_Exercise instructions:_ In your copy, reproduce the entries exactly as they are, minus the images.

_Source data:_

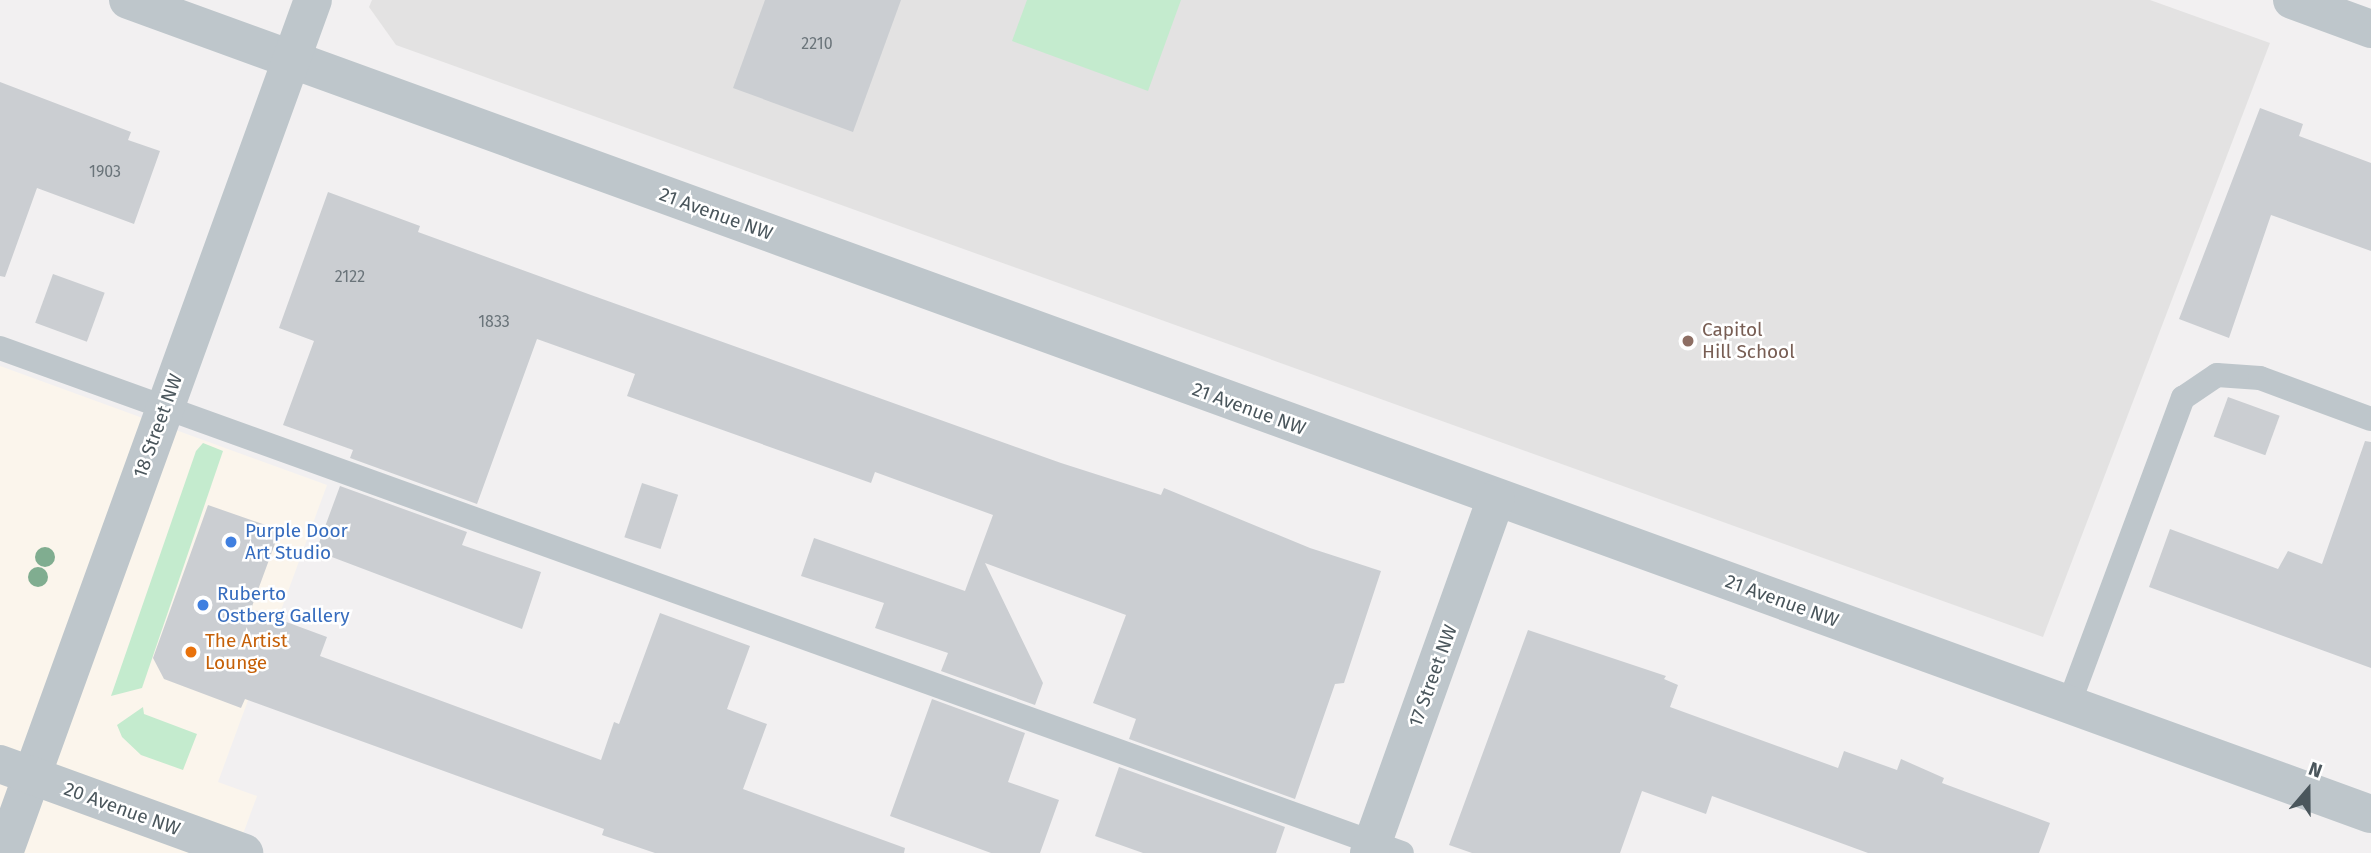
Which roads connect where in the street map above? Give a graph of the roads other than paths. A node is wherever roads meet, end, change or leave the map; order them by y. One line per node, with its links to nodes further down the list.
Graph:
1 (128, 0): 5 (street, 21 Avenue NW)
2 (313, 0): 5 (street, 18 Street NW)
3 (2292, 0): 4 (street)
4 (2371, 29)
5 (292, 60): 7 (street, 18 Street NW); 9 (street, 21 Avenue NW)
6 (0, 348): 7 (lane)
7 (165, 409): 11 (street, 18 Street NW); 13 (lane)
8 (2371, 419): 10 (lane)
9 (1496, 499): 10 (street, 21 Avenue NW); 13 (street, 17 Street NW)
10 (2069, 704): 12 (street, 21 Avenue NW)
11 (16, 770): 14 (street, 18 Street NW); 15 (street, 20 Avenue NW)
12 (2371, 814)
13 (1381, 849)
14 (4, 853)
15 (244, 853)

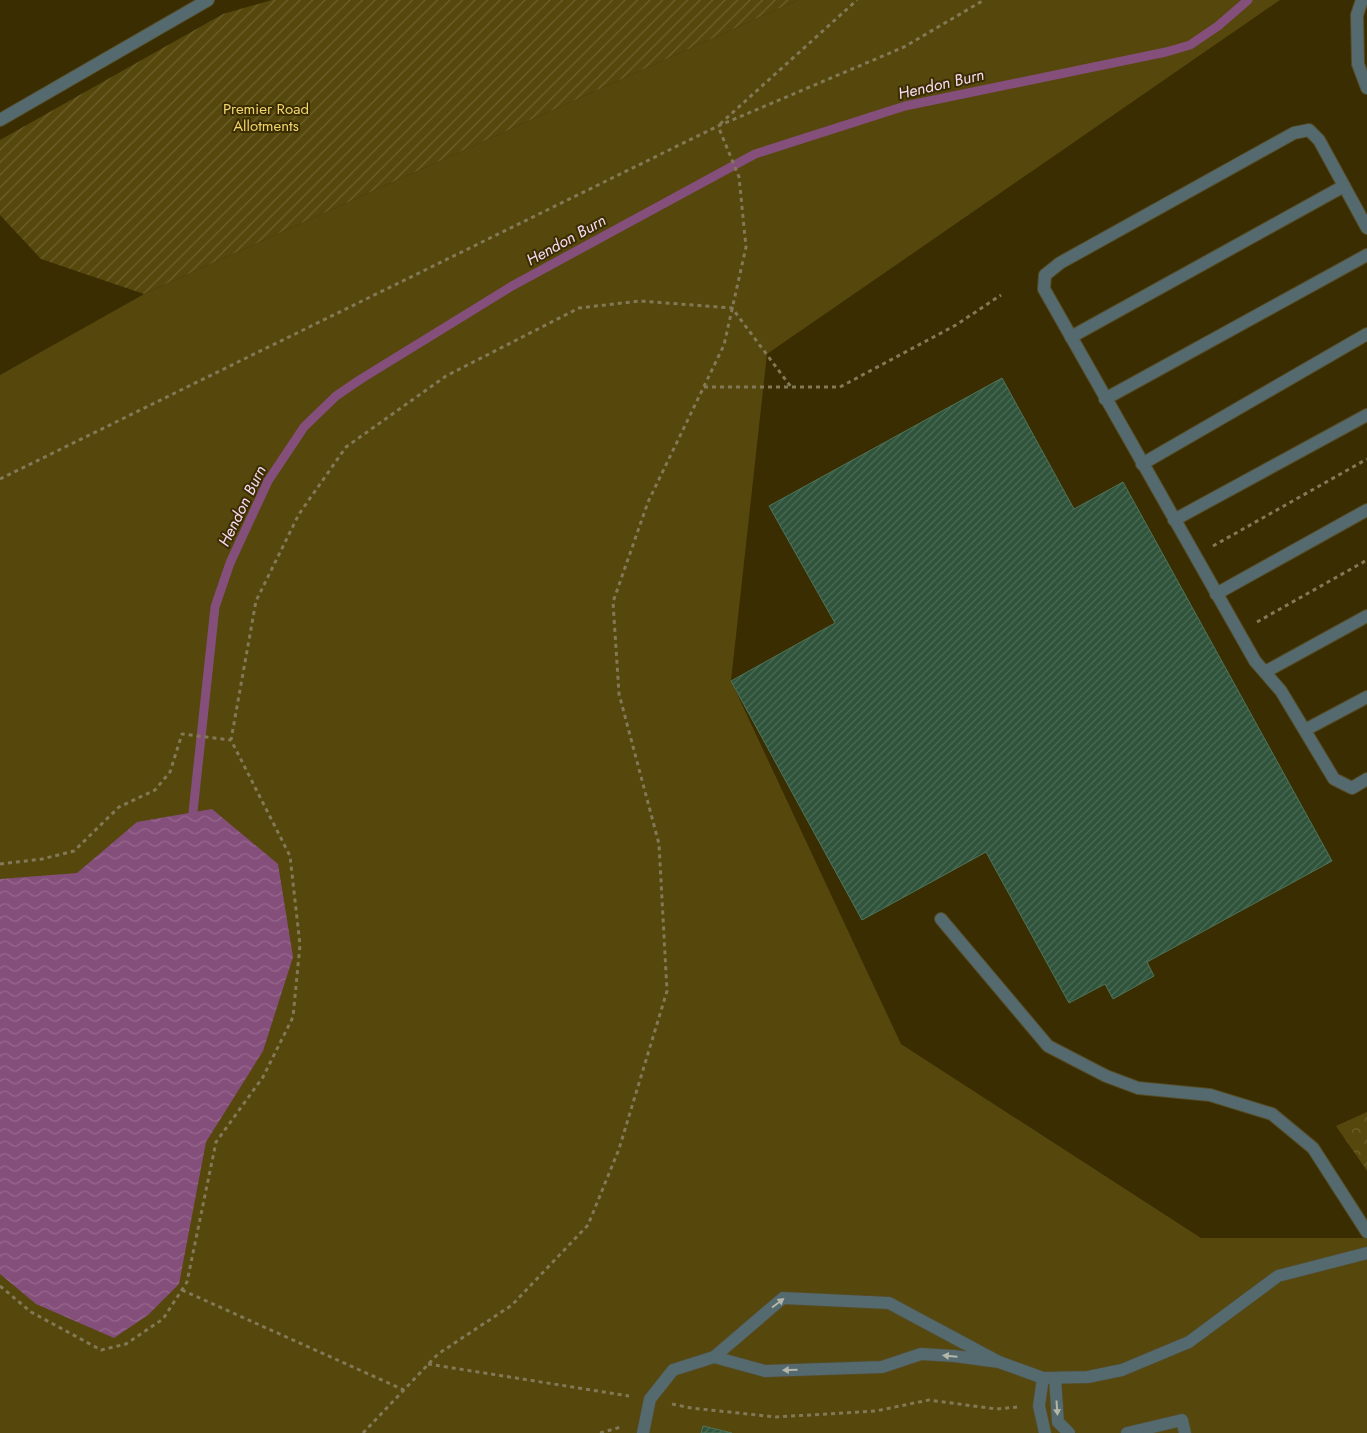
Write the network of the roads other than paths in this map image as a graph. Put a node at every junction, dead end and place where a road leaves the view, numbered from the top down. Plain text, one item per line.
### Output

_Exercise output:_
Which roads connect where in the street map above? Give a graph of the roads other than paths. A node is wherever roads meet, end, change or leave the map; order them by y. One line per node, with its links to nodes further down the list.
Graph:
1 (128, 0): 5 (street, 21 Avenue NW)
2 (313, 0): 5 (street, 18 Street NW)
3 (2292, 0): 4 (street)
4 (2371, 29)
5 (292, 60): 7 (street, 18 Street NW); 9 (street, 21 Avenue NW)
6 (0, 348): 7 (lane)
7 (165, 409): 11 (street, 18 Street NW); 13 (lane)
8 (2371, 419): 10 (lane)
9 (1496, 499): 10 (street, 21 Avenue NW); 13 (street, 17 Street NW)
10 (2069, 704): 12 (street, 21 Avenue NW)
11 (16, 770): 14 (street, 18 Street NW); 15 (street, 20 Avenue NW)
12 (2371, 814)
13 (1381, 849)
14 (4, 853)
15 (244, 853)

Write the network of the roads other than paths in this map image as a graph. Put a node at every junction, dead end and place where a road leaves the view, numbered from the top down. Plain text, one item per line.
### Output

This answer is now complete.